ABOUT THIS EXERCISE:
What is needed is an exact copy of all the records.

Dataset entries
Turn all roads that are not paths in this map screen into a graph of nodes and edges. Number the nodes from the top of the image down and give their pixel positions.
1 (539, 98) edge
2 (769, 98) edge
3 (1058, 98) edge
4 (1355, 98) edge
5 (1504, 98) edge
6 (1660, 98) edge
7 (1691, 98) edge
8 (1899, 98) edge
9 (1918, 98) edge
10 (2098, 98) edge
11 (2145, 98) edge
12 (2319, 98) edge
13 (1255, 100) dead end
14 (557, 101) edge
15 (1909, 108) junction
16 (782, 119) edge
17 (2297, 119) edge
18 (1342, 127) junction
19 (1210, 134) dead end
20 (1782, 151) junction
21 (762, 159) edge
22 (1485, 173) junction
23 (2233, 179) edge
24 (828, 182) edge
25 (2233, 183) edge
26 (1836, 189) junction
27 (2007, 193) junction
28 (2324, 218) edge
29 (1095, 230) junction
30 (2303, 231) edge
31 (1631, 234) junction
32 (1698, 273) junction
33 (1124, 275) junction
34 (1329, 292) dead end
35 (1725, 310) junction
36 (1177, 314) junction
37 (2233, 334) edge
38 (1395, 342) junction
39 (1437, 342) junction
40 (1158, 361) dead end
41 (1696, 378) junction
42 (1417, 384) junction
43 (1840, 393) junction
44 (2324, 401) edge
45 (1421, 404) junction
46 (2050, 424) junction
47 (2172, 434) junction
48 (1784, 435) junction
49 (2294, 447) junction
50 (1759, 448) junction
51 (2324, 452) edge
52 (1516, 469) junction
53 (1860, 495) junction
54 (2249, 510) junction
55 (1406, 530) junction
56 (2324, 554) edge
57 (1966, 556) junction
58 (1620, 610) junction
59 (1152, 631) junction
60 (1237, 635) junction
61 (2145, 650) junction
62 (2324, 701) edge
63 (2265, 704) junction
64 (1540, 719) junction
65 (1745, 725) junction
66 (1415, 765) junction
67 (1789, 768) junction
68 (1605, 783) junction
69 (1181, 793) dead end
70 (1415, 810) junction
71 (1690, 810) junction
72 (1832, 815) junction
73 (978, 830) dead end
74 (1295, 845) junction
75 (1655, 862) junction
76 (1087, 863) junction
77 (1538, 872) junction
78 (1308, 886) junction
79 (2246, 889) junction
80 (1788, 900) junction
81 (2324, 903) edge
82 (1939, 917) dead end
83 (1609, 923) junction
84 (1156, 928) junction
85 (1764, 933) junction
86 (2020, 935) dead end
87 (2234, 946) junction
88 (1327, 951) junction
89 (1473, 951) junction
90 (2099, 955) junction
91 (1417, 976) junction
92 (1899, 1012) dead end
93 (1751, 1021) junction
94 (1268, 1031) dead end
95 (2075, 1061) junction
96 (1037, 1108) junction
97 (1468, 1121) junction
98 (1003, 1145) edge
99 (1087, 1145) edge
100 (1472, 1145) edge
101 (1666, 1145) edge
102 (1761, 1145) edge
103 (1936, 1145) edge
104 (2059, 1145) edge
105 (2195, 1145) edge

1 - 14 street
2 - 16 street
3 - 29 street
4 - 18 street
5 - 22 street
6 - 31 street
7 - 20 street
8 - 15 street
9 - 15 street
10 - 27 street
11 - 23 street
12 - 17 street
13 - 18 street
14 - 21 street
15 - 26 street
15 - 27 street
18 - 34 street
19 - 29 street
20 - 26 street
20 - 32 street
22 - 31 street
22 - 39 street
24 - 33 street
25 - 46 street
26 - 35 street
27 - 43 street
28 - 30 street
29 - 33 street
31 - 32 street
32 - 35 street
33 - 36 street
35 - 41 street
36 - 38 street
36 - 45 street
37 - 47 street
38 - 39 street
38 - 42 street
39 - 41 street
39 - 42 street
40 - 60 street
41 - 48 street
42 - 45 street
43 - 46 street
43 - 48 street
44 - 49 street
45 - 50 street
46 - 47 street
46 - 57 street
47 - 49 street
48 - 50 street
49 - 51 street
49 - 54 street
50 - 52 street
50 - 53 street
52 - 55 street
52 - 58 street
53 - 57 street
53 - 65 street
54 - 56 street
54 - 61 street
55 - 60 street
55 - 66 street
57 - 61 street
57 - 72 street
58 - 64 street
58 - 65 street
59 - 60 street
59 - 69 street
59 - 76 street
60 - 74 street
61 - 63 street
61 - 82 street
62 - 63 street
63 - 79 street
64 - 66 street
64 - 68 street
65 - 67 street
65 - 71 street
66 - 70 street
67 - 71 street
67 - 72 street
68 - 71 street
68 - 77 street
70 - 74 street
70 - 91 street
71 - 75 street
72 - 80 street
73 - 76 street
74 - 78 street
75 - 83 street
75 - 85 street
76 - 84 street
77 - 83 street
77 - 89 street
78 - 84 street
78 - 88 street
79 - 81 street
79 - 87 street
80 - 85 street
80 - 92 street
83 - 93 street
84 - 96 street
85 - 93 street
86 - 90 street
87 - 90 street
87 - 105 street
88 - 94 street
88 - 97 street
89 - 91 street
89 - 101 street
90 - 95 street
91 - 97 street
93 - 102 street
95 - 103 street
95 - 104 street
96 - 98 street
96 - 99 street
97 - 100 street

RESULT:
Turn all roads that are not paths in this map screen into a graph of nodes and edges. Number the nodes from the top of the image down and give their pixel positions.
1 (539, 98) edge
2 (769, 98) edge
3 (1058, 98) edge
4 (1355, 98) edge
5 (1504, 98) edge
6 (1660, 98) edge
7 (1691, 98) edge
8 (1899, 98) edge
9 (1918, 98) edge
10 (2098, 98) edge
11 (2145, 98) edge
12 (2319, 98) edge
13 (1255, 100) dead end
14 (557, 101) edge
15 (1909, 108) junction
16 (782, 119) edge
17 (2297, 119) edge
18 (1342, 127) junction
19 (1210, 134) dead end
20 (1782, 151) junction
21 (762, 159) edge
22 (1485, 173) junction
23 (2233, 179) edge
24 (828, 182) edge
25 (2233, 183) edge
26 (1836, 189) junction
27 (2007, 193) junction
28 (2324, 218) edge
29 (1095, 230) junction
30 (2303, 231) edge
31 (1631, 234) junction
32 (1698, 273) junction
33 (1124, 275) junction
34 (1329, 292) dead end
35 (1725, 310) junction
36 (1177, 314) junction
37 (2233, 334) edge
38 (1395, 342) junction
39 (1437, 342) junction
40 (1158, 361) dead end
41 (1696, 378) junction
42 (1417, 384) junction
43 (1840, 393) junction
44 (2324, 401) edge
45 (1421, 404) junction
46 (2050, 424) junction
47 (2172, 434) junction
48 (1784, 435) junction
49 (2294, 447) junction
50 (1759, 448) junction
51 (2324, 452) edge
52 (1516, 469) junction
53 (1860, 495) junction
54 (2249, 510) junction
55 (1406, 530) junction
56 (2324, 554) edge
57 (1966, 556) junction
58 (1620, 610) junction
59 (1152, 631) junction
60 (1237, 635) junction
61 (2145, 650) junction
62 (2324, 701) edge
63 (2265, 704) junction
64 (1540, 719) junction
65 (1745, 725) junction
66 (1415, 765) junction
67 (1789, 768) junction
68 (1605, 783) junction
69 (1181, 793) dead end
70 (1415, 810) junction
71 (1690, 810) junction
72 (1832, 815) junction
73 (978, 830) dead end
74 (1295, 845) junction
75 (1655, 862) junction
76 (1087, 863) junction
77 (1538, 872) junction
78 (1308, 886) junction
79 (2246, 889) junction
80 (1788, 900) junction
81 (2324, 903) edge
82 (1939, 917) dead end
83 (1609, 923) junction
84 (1156, 928) junction
85 (1764, 933) junction
86 (2020, 935) dead end
87 (2234, 946) junction
88 (1327, 951) junction
89 (1473, 951) junction
90 (2099, 955) junction
91 (1417, 976) junction
92 (1899, 1012) dead end
93 (1751, 1021) junction
94 (1268, 1031) dead end
95 (2075, 1061) junction
96 (1037, 1108) junction
97 (1468, 1121) junction
98 (1003, 1145) edge
99 (1087, 1145) edge
100 (1472, 1145) edge
101 (1666, 1145) edge
102 (1761, 1145) edge
103 (1936, 1145) edge
104 (2059, 1145) edge
105 (2195, 1145) edge

1 - 14 street
2 - 16 street
3 - 29 street
4 - 18 street
5 - 22 street
6 - 31 street
7 - 20 street
8 - 15 street
9 - 15 street
10 - 27 street
11 - 23 street
12 - 17 street
13 - 18 street
14 - 21 street
15 - 26 street
15 - 27 street
18 - 34 street
19 - 29 street
20 - 26 street
20 - 32 street
22 - 31 street
22 - 39 street
24 - 33 street
25 - 46 street
26 - 35 street
27 - 43 street
28 - 30 street
29 - 33 street
31 - 32 street
32 - 35 street
33 - 36 street
35 - 41 street
36 - 38 street
36 - 45 street
37 - 47 street
38 - 39 street
38 - 42 street
39 - 41 street
39 - 42 street
40 - 60 street
41 - 48 street
42 - 45 street
43 - 46 street
43 - 48 street
44 - 49 street
45 - 50 street
46 - 47 street
46 - 57 street
47 - 49 street
48 - 50 street
49 - 51 street
49 - 54 street
50 - 52 street
50 - 53 street
52 - 55 street
52 - 58 street
53 - 57 street
53 - 65 street
54 - 56 street
54 - 61 street
55 - 60 street
55 - 66 street
57 - 61 street
57 - 72 street
58 - 64 street
58 - 65 street
59 - 60 street
59 - 69 street
59 - 76 street
60 - 74 street
61 - 63 street
61 - 82 street
62 - 63 street
63 - 79 street
64 - 66 street
64 - 68 street
65 - 67 street
65 - 71 street
66 - 70 street
67 - 71 street
67 - 72 street
68 - 71 street
68 - 77 street
70 - 74 street
70 - 91 street
71 - 75 street
72 - 80 street
73 - 76 street
74 - 78 street
75 - 83 street
75 - 85 street
76 - 84 street
77 - 83 street
77 - 89 street
78 - 84 street
78 - 88 street
79 - 81 street
79 - 87 street
80 - 85 street
80 - 92 street
83 - 93 street
84 - 96 street
85 - 93 street
86 - 90 street
87 - 90 street
87 - 105 street
88 - 94 street
88 - 97 street
89 - 91 street
89 - 101 street
90 - 95 street
91 - 97 street
93 - 102 street
95 - 103 street
95 - 104 street
96 - 98 street
96 - 99 street
97 - 100 street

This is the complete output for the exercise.